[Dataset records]
=== Begin Enclosure ===

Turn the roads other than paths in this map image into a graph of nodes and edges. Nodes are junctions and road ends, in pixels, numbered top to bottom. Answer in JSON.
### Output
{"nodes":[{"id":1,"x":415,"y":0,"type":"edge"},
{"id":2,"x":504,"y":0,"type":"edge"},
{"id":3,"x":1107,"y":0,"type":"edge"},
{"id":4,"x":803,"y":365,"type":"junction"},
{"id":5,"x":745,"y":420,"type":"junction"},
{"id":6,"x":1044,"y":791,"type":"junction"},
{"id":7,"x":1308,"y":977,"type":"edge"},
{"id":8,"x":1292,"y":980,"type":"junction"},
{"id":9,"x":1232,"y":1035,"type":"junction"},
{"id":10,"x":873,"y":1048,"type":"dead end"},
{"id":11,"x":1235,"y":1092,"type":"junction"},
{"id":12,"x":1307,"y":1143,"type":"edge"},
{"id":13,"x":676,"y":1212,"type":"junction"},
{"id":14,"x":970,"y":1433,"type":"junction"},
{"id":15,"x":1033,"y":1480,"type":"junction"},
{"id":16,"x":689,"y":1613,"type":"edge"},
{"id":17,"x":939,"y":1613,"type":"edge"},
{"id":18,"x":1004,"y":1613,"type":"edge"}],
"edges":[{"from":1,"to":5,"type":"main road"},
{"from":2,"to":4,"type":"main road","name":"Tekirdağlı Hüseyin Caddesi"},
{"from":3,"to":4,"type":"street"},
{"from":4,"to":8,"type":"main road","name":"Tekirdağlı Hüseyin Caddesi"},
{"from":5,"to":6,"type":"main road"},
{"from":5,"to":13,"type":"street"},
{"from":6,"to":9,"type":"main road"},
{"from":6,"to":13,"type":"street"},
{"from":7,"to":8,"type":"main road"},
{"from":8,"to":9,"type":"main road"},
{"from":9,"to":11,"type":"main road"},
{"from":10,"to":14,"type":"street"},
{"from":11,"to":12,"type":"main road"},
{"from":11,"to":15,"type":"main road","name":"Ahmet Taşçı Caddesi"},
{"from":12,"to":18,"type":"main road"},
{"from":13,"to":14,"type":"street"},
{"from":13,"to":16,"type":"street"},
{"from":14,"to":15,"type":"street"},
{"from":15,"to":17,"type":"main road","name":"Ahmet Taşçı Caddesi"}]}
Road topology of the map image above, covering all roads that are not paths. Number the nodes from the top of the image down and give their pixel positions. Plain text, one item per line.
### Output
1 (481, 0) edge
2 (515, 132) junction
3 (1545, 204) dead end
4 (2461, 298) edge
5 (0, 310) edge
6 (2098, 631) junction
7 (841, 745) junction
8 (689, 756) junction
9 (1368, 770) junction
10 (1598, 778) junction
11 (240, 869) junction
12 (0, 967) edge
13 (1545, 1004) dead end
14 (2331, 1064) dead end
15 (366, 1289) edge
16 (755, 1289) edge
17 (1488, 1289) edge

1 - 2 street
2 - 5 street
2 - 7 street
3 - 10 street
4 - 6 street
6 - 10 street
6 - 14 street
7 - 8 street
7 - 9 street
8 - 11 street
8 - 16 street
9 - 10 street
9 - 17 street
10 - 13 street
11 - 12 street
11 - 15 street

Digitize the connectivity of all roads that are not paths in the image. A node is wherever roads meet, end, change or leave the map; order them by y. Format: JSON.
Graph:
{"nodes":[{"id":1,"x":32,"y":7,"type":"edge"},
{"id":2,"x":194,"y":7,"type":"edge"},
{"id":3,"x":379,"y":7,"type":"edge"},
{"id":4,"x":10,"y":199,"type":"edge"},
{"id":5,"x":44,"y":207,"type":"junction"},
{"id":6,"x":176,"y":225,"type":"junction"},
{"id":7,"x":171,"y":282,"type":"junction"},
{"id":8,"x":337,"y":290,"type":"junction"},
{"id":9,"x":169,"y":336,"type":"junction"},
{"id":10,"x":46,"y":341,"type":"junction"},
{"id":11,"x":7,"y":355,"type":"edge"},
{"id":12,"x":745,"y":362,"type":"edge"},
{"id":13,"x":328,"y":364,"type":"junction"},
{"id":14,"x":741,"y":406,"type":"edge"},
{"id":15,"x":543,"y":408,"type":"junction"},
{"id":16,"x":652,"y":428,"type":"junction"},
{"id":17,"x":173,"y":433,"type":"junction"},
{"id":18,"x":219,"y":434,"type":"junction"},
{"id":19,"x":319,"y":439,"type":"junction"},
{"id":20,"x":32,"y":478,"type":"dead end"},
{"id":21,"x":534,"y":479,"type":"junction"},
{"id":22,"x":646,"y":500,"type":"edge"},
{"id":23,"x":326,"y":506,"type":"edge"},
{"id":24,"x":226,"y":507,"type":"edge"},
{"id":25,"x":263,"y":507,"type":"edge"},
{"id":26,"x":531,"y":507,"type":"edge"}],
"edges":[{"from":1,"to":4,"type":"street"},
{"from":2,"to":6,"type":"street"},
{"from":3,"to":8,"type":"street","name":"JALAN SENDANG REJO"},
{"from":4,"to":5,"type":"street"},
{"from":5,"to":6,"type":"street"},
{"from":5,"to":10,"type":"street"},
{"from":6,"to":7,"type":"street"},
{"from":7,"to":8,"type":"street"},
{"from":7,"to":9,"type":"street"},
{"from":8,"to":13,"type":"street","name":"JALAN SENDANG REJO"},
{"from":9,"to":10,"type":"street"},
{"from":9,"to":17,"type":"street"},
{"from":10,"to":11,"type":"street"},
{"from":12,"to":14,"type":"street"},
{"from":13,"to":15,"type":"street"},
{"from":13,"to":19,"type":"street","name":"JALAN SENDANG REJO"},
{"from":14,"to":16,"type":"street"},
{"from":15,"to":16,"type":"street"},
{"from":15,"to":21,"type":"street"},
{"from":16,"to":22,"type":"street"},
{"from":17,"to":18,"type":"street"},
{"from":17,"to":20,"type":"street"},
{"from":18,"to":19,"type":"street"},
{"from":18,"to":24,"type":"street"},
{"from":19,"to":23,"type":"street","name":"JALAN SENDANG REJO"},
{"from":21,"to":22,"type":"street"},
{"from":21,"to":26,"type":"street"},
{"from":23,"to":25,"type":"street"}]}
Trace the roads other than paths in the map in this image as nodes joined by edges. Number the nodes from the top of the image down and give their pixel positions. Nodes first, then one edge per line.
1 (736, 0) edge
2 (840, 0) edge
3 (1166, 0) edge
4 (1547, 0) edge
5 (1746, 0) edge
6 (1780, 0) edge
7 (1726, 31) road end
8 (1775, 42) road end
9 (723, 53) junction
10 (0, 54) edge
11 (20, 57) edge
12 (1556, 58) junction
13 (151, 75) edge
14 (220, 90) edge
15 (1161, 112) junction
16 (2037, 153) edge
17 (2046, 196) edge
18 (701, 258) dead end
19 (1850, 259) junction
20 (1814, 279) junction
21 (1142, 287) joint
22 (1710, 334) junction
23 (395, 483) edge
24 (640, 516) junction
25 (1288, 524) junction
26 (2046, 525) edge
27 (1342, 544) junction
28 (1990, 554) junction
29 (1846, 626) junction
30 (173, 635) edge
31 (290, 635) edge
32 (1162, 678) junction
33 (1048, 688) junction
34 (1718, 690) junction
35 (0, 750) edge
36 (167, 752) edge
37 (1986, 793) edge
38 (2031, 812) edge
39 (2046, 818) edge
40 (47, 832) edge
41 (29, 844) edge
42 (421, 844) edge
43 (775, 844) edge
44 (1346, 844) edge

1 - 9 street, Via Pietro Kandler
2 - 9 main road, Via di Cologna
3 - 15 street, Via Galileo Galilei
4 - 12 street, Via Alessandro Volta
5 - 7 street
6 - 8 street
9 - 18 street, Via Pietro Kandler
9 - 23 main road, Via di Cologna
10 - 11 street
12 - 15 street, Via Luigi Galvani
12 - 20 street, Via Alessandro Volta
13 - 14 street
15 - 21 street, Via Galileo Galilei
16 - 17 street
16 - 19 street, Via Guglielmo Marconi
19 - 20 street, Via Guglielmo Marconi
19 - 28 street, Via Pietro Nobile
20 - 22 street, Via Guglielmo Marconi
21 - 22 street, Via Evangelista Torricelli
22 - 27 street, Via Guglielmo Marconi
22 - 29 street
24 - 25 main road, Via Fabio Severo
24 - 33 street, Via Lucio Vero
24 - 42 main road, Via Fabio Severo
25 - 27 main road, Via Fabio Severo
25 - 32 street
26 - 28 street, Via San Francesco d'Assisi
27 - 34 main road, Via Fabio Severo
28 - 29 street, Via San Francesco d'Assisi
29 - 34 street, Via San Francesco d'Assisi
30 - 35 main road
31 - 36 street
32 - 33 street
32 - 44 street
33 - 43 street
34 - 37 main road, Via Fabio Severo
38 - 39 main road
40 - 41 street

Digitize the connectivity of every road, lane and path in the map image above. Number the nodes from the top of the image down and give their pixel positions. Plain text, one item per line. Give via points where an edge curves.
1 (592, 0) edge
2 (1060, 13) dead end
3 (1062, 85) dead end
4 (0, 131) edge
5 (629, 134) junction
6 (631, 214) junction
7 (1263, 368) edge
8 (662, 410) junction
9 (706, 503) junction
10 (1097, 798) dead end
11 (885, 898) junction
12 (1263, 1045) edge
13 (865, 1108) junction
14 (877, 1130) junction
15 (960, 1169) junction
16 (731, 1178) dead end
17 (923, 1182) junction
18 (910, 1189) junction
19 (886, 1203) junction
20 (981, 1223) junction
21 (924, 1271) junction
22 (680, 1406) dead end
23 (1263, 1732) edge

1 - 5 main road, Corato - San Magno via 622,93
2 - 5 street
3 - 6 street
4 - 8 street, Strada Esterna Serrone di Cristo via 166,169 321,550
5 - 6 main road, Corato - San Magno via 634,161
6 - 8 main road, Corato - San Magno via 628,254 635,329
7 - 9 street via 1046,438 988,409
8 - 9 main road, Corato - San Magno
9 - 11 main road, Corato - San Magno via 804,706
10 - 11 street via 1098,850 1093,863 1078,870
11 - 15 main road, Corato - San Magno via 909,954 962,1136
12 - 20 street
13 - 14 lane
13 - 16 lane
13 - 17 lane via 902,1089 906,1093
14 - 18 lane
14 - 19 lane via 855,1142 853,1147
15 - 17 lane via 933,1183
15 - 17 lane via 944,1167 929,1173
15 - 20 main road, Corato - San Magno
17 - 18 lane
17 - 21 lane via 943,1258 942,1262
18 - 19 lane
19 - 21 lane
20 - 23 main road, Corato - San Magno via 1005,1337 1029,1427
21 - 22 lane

=== End Enclosure ===

> [Exercise directions]: Return every line of the preceding records in which the word "Ahmet" appears.

> [Written response]:
{"from":11,"to":15,"type":"main road","name":"Ahmet Taşçı Caddesi"},
{"from":15,"to":17,"type":"main road","name":"Ahmet Taşçı Caddesi"}]}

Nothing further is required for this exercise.